In several respects, the present study could not show benefits that were anticipated from off-pump CABG.1,3,12,22 The perioperative complication rate, however, was already quite low in the patients undergoing on-pump CABG. The incidence of postoperative atrial fibrillation was similar in both groups. This deviates from the results of Ascione et al,22 who did not administer a prophylactic ß-blocker after surgery and found an absolute difference of 39% in favor of off-pump CABG. The shorter mechanical ventilation in off-pump patients has been caused at least partially by differences in anesthetic technique. This did not shorten ICU stay, because all patients stayed
1 night. Off-pump patients were discharged from hospital 1 day earlier, but the presumed faster recovery after off-pump CABG9,12 was not reflected in better scores in health-related quality of life after 1 month. Overall hospital costs were not significantly different, although costs of the surgical procedure were slightly lower for the off-pump group. This was caused primarily by the materials used, ie, stabilizer versus CPB. The current cost difference, however, should be interpreted cautiously, because long-term clinical outcomes will determine actual cost-effectiveness.

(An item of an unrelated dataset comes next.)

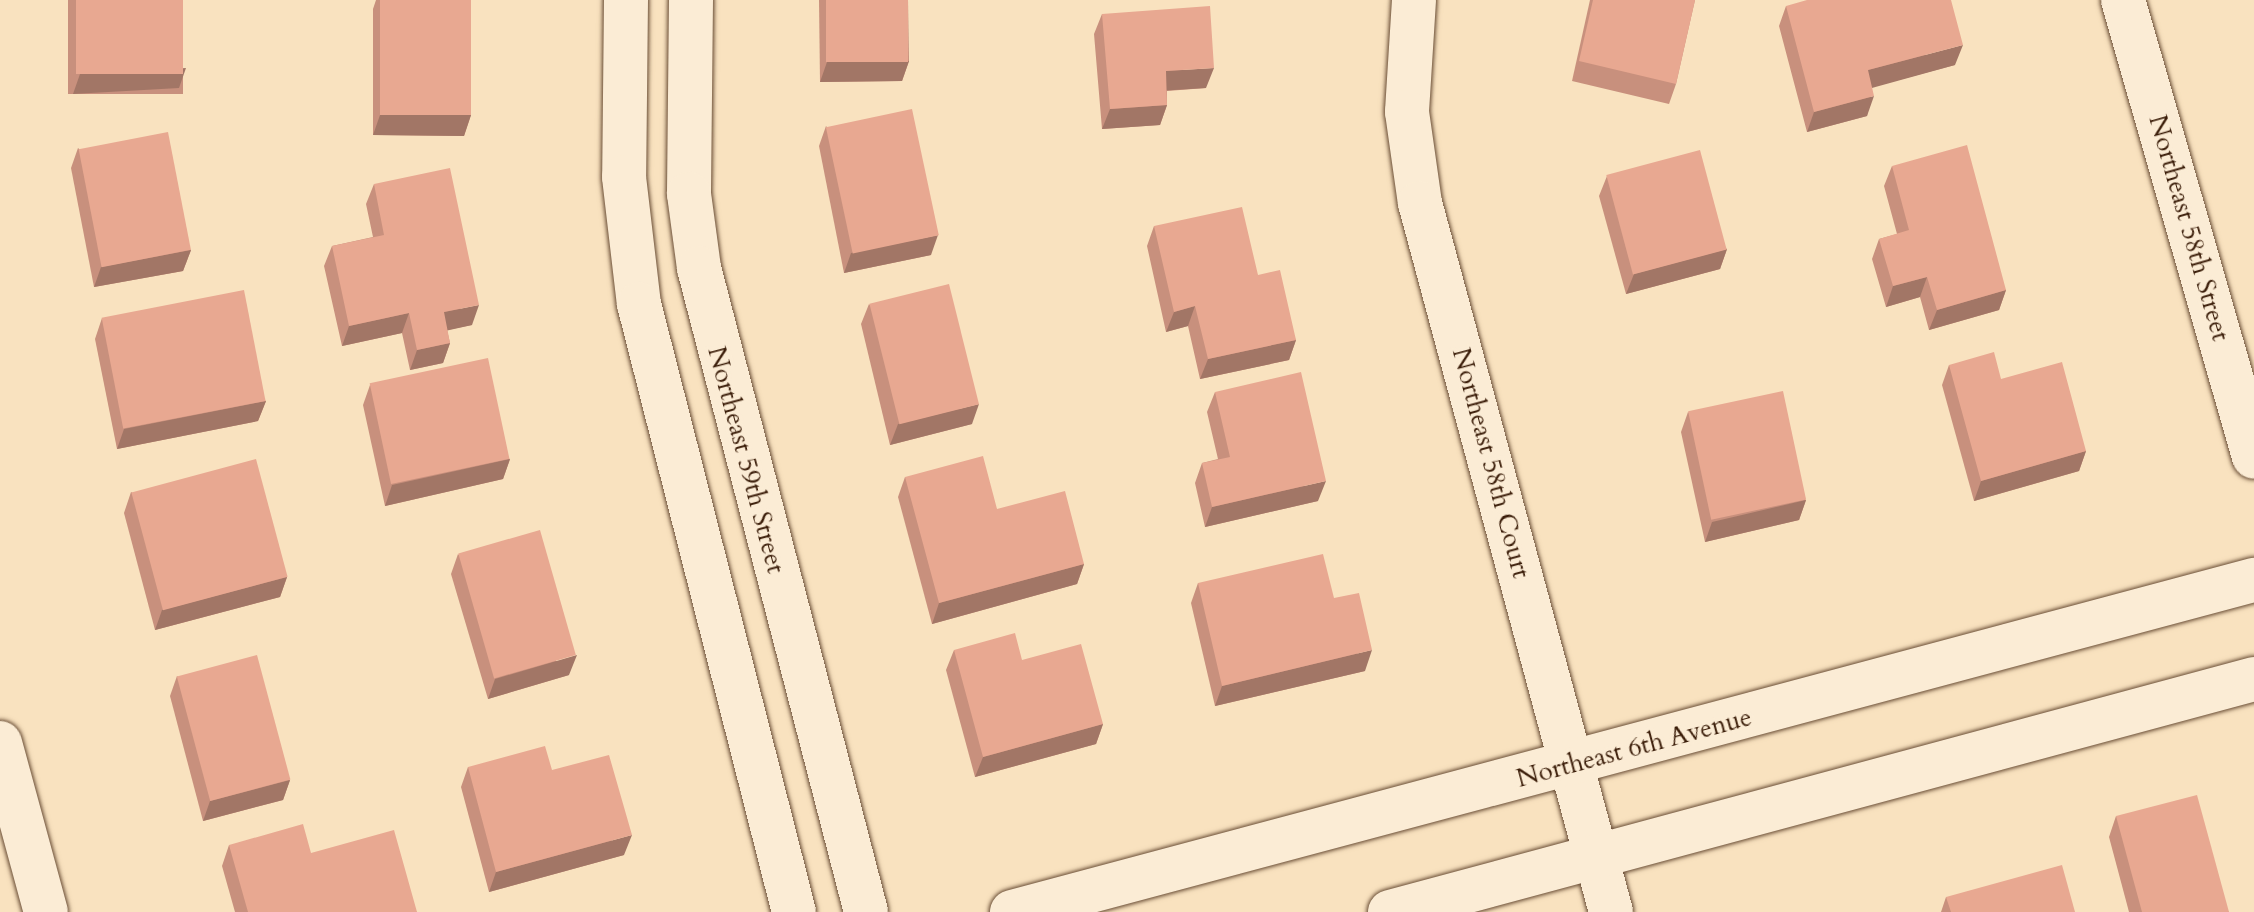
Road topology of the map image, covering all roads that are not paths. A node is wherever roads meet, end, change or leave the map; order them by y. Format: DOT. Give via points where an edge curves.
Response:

Two findings favor off-pump CABG. First, the intraoperative use of blood products was reduced in the off-pump group. This may be because dilution of the patients blood with 2 L of CPB priming solution was avoided. Second, the 41% reduction in postoperative CK-MB release suggests that avoiding CPB reduced the degree of myocardial necrosis. This is supported by the strong (up to 22-fold) reduction in maximum cardiac troponin I release in off-pump patients that was reported previously.23,24 Apparently, local ischemia during clamping of the coronary arteries is less harmful than global cardiac ischemia. The clinical significance of this finding is uncertain. In patients undergoing PTCA, elevation of CK-MB was associated with higher risk of subsequent cardiac events and mortality.17
Completeness of revascularization was similar in both groups, but the study was conducted in relatively young patients with predominantly 1- or 2-vessel disease and normal left ventricular function. Old patients with generalized vascular disease and poor left ventricular function may benefit more from an off-pump technique,25 because the risk of adverse outcomes after on-pump CABG in these patients is much higher.2,26,27 Conversely, off-pump procedures in these patients carry a greater risk of hemodynamic instability or inadequate revascularization.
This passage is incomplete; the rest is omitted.